ZNorm: Z-Score Gradient Normalization Accelerating Skip-Connected Network Training without Architectural Modification
Juyoung Yun
TL;DR
ZNorm introduces a gradient-centric normalization that standardizes per-layer gradient statistics to stabilize training in deep skip-connected networks without changing architecture. By applying a Z-score normalization to gradients, it maintains consistent gradient flow and can be integrated with Adam with minimal modification. Empirical results show improved accuracy on CIFAR-10 and PatchCamelyon, and enhanced segmentation metrics on LGG MRI data, highlighting robustness across classification and medical imaging tasks. Its simplicity, optimizer-agnostic design, and strong performance in residual and U-Net based architectures suggest substantial practical impact for efficient training of deep networks.
Abstract
The rapid advancements in deep learning necessitate better training methods for deep neural networks (DNNs).
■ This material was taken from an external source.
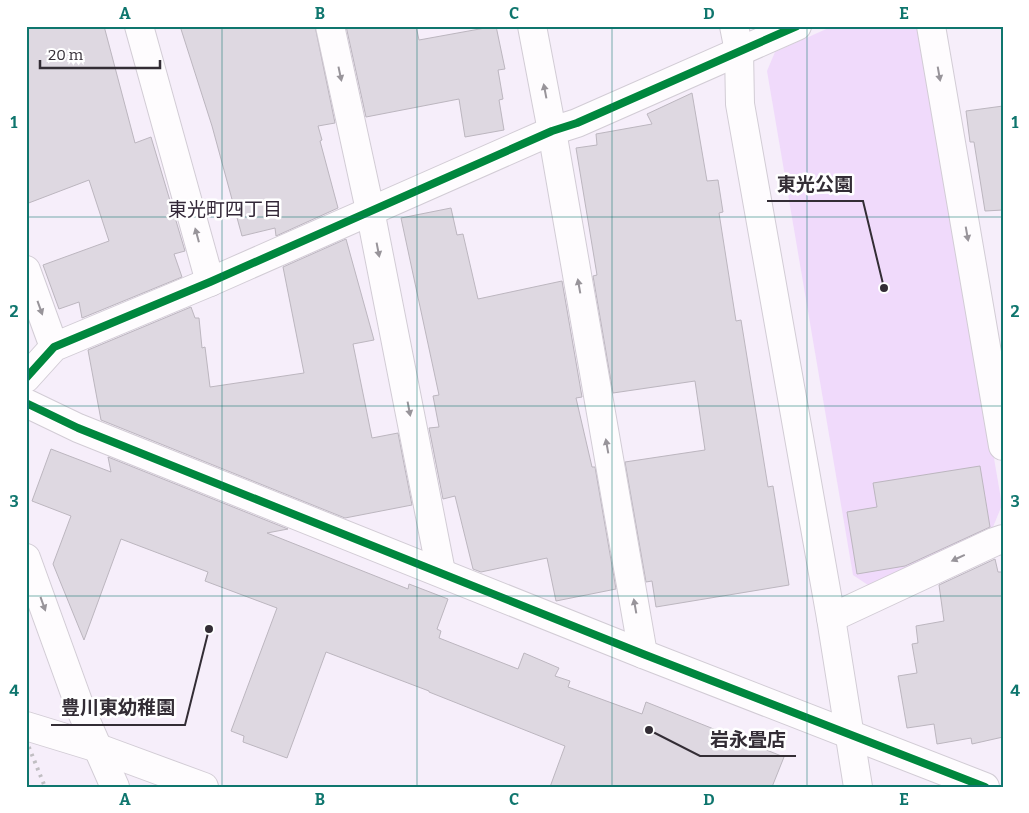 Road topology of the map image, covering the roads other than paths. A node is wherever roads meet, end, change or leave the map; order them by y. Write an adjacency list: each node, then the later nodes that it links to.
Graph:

As models grow in complexity, vanishing and exploding gradients impede performance, particularly in skip-connected architectures like Deep Residual Networks. We propose Z-Score Normalization for Gradient Descent (ZNorm), an innovative technique that adjusts only the gradients without modifying the network architecture to accelerate training and improve model performance. ZNorm normalizes the overall gradients, providing consistent gradient scaling across layers, effectively reducing the risks of vanishing and exploding gradients and achieving superior performance. Extensive experiments on CIFAR-10 and medical datasets confirm that ZNorm consistently outperforms existing methods under the same experimental settings. In medical imaging applications, ZNorm significantly enhances tumor prediction and segmentation accuracy, underscoring its practical utility. These findings highlight ZNorm's potential as a robust and versatile tool for enhancing the training and effectiveness of deep neural networks, especially in skip-connected architectures, across various applications.